Dopo la condanna penale anche quella contabile per aver leso la reputazione della Regione Calabria. Una scure da 20mila euro si abbatte su un ex importante dirigente della Cittadella, Giuseppe Antonio Bianco, per una vecchia storia che riguarda la Fondazione Calabresi nel Mondo, liquidata e finita nella bufera ancor prima di produrre qualsiasi tipo di risultato.

La posizione di Bianco è arrivata davanti ai giudici contabili dopo la citazione del 16 settembre 2024 nella quale la Procura regionale ne chiedeva la condanna al risarcimento del danno in favore della Regione proprio nella misura di 20mila euro. Il procedimento è arrivato dopo che la Guardia di Finanza ha trasmesso la storia del processo a carico dell’ex manager, riassunto nella sentenza pubblicata nei giorni scorsi.

La posizione di Bianco si è andata ridimensionando nel corso degli anni: la Cassazione ha, però, confermato il reato di peculato, così la condanna è diventata definitiva. Come segretario di Calabresi nel Mondo, Bianco avrebbe fatto in modo che il regolamento della Fondazione «prevedesse un compenso» anche per il presidente dell’ente in house della Regione, che era Giuseppe Galati, all’epoca parlamentare che non avrebbe «avuto diritto ad alcun compenso ai sensi dell’articolo 12 dello Statuto» e, invece, «si era autoattribuito ingenti compensi non dovuti, assumendo incarichi non previsti dallo Statuto in relazione a figure professionali non necessarie alla Fondazione e ai suoi scopi ma create (rectius, inventate) dagli stessi Bianco e Galati sottraendo le risorse vincolate della Fondazione dai loro obiettivi, a beneficio proprio e per proprie esigenze private».

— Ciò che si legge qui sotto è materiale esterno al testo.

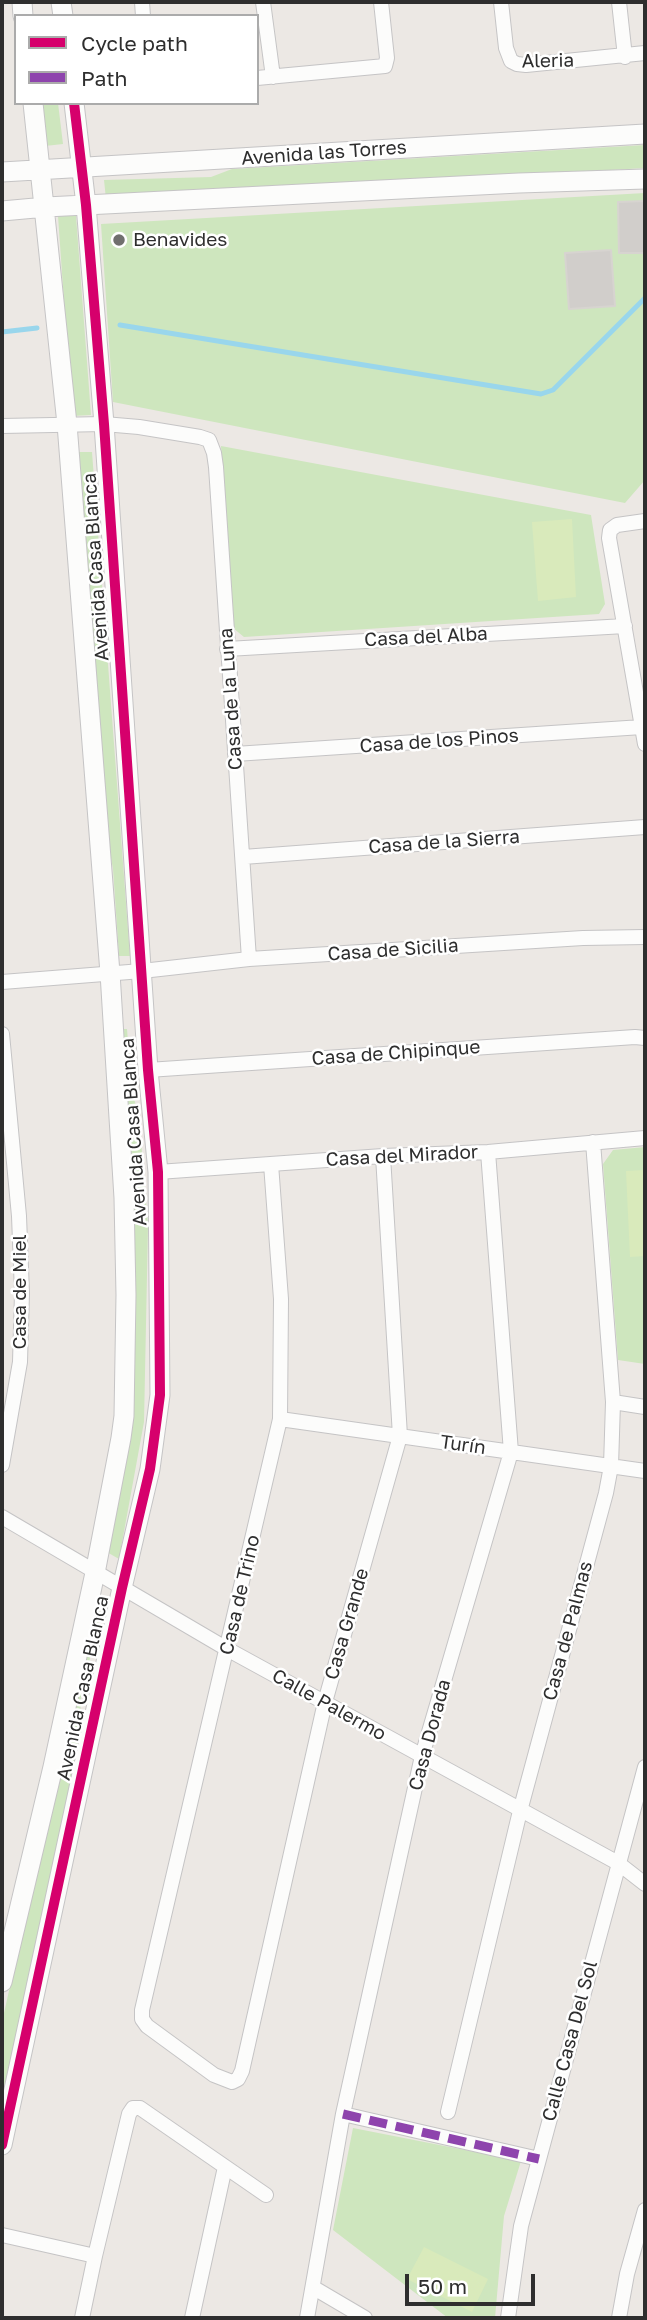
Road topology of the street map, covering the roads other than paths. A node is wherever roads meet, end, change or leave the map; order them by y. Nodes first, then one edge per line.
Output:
1 (263, 2) edge
2 (381, 2) edge
3 (501, 2) edge
4 (619, 2) edge
5 (645, 53) edge
6 (625, 57) junction
7 (272, 77) junction
8 (259, 78) edge
9 (33, 105) edge
10 (74, 105) edge
11 (645, 134) edge
12 (82, 168) junction
13 (41, 169) junction
14 (2, 172) edge
15 (645, 179) edge
16 (86, 205) junction
17 (46, 207) junction
18 (2, 211) edge
19 (67, 424) junction
20 (104, 424) junction
21 (2, 426) edge
22 (645, 521) edge
23 (625, 626) junction
24 (227, 649) junction
25 (642, 727) junction
26 (645, 744) edge
27 (235, 754) junction
28 (645, 827) edge
29 (243, 857) junction
30 (645, 937) edge
31 (248, 959) junction
32 (142, 971) junction
33 (110, 973) junction
34 (2, 982) edge
35 (2, 1034) edge
36 (645, 1038) edge
37 (148, 1070) junction
38 (645, 1138) edge
39 (593, 1142) junction
40 (488, 1152) junction
41 (383, 1156) junction
42 (271, 1164) junction
43 (158, 1172) junction
44 (613, 1402) junction
45 (645, 1407) edge
46 (280, 1419) junction
47 (400, 1436) junction
48 (511, 1452) junction
49 (2, 1465) edge
50 (611, 1466) junction
51 (645, 1471) edge
52 (2, 1517) edge
53 (95, 1573) junction
54 (122, 1588) junction
55 (227, 1650) junction
56 (325, 1702) junction
57 (422, 1756) junction
58 (645, 1767) edge
59 (641, 1794) edge
60 (520, 1811) junction
61 (618, 1863) junction
62 (645, 1884) edge
63 (2, 1982) edge
64 (232, 2082) joint
65 (448, 2112) dead end
66 (344, 2114) junction
67 (2, 2145) edge
68 (539, 2159) junction
69 (225, 2167) junction
70 (266, 2195) dead end
71 (645, 2210) edge
72 (2, 2235) edge
73 (94, 2256) junction
74 (314, 2288) junction
75 (82, 2318) edge
76 (192, 2318) edge
77 (307, 2318) edge
78 (365, 2318) edge
79 (508, 2318) edge
80 (619, 2318) edge

1 - 7 street
2 - 7 street
3 - 6 street, Aleria
4 - 6 street
5 - 6 street, Aleria
7 - 8 street
9 - 13 street, Avenida Casa Blanca
10 - 12 street, Avenida Casa Blanca
11 - 12 street, Avenida las Torres
12 - 13 street, Avenida las Torres
12 - 16 street, Avenida Casa Blanca
13 - 14 street, Avenida las Torres
13 - 17 street, Avenida Casa Blanca
15 - 16 street, Avenida las Torres
16 - 17 street, Avenida las Torres
16 - 20 street, Avenida Casa Blanca
17 - 18 street, Avenida las Torres
17 - 19 street, Avenida Casa Blanca
19 - 20 street
19 - 21 street
19 - 33 street, Avenida Casa Blanca
20 - 24 street, Casa de la Luna
20 - 32 street, Avenida Casa Blanca
22 - 23 street
23 - 24 street, Casa del Alba
23 - 25 street
24 - 27 street, Casa de la Luna
25 - 26 street
25 - 27 street, Casa de los Pinos
27 - 29 street, Casa de la Luna
28 - 29 street, Casa de la Sierra
29 - 31 street, Casa de la Luna
30 - 31 street, Casa de Sicilia
31 - 32 street, Casa de Sicilia
32 - 33 street, Casa de Sicilia
32 - 37 street, Avenida Casa Blanca
33 - 34 street, Casa de Sicilia
33 - 53 street, Avenida Casa Blanca
35 - 49 street, Casa de Miel
36 - 37 street, Casa de Chipinque
37 - 43 street, Avenida Casa Blanca
38 - 39 street, Casa del Mirador
39 - 40 street, Casa del Mirador
39 - 44 street, Casa de Palmas
40 - 41 street, Casa del Mirador
40 - 48 street, Casa Dorada
41 - 42 street, Casa del Mirador
41 - 47 street, Casa Grande
42 - 43 street, Casa del Mirador
42 - 46 street, Casa de Trino
43 - 54 street, Avenida Casa Blanca
44 - 45 street
44 - 50 street, Casa de Palmas
46 - 47 street, Turín
46 - 55 street, Casa de Trino
47 - 48 street, Turín
47 - 56 street, Casa Grande
48 - 50 street, Turín
48 - 57 street, Casa Dorada
50 - 51 street, Turín
50 - 60 street, Casa de Palmas
52 - 53 street, Calle Palermo
53 - 54 street, Calle Palermo
53 - 63 street, Avenida Casa Blanca
54 - 55 street, Calle Palermo
54 - 67 street, Avenida Casa Blanca
55 - 56 street, Calle Palermo
55 - 64 street, Casa de Trino
56 - 57 street, Calle Palermo
56 - 64 street, Casa Grande
57 - 60 street, Calle Palermo
57 - 66 street, Casa Dorada
58 - 59 street, Calle Casa Del Sol
59 - 61 street, Calle Casa Del Sol
60 - 61 street, Calle Palermo
60 - 65 street, Casa de Palmas
61 - 62 street, Calle Palermo
61 - 68 street, Calle Casa Del Sol
66 - 68 street
66 - 74 street, Casa Dorada
68 - 79 street, Calle Casa Del Sol
69 - 70 street
69 - 73 street
69 - 76 street
71 - 80 street
72 - 73 street
73 - 75 street
74 - 77 street, Casa Dorada
74 - 78 street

La sentenza della Corte dei Conti non riguarda l’ex sottosegretario Galati, che viene citato come ex presidente di Calabresi nel Mondo e anche nella parte in cui si quantifica il danno procurato alla Regione, «pari a 204.469,08 euro quale importo netto delle somme indebitamente percepite» proprio «da Galati (141.745,66 euro) e da Bianco (62.723,42 euro)».

Oltre alla conferma della Cassazione che ha reso definitiva la condanna penale, il nocciolo della questione che ha portato alla condanna contabile è mediatico. La Procura, infatti, ha richiamato proprio «l’eco mediatica della vicenda giudiziaria, rappresentando la sussistenza dei presupposti per la responsabilità amministrativa patrimoniale» dell’ex dirigente «a titolo di danno all’immagine dell’Amministrazione di appartenenza (Regione Calabria), collegata alle condotte delittuose».

Gli incarichi d’oro di Calabresi del Mondo sono rimbalzati su testate regionali e nazionali (i giudici contabili elencano 8 link) e la diffusione online delle notizie ne ha reso illimitata la «conoscibilità». Un fatto, questo, che avrebbe «determinato la lesione dell’immagine della Regione Calabria nel suo complesso indicando che nel comune sentire si ha nei confronti degli amministratori e dirigenti pubblici una maggiore pretesa di comportamenti probi e corretti e che il ristoro del danno erariale è volto al ripristino della fiducia, con una portata non solo compensativa, ma anche preventiva e deterrente».

La richiesta della Procura contabile è stata confermata senza sconti: «Si tratta – evidenzia la sentenza (relatore Guido Tarantelli, presidente Domenico Guzzi) – di comportamenti gravi posti in essere da un Dirigente della Regione Calabria che, per il suo ruolo e le funzioni effettivamente svolte, costituisce istituzionalmente espressione del rispetto delle regole che sovraintendono all’azione amministrativa rispetto ad una funzione cardine nell’ambito locale e alla gestione stessa delle (limitate) risorse pubbliche regionali».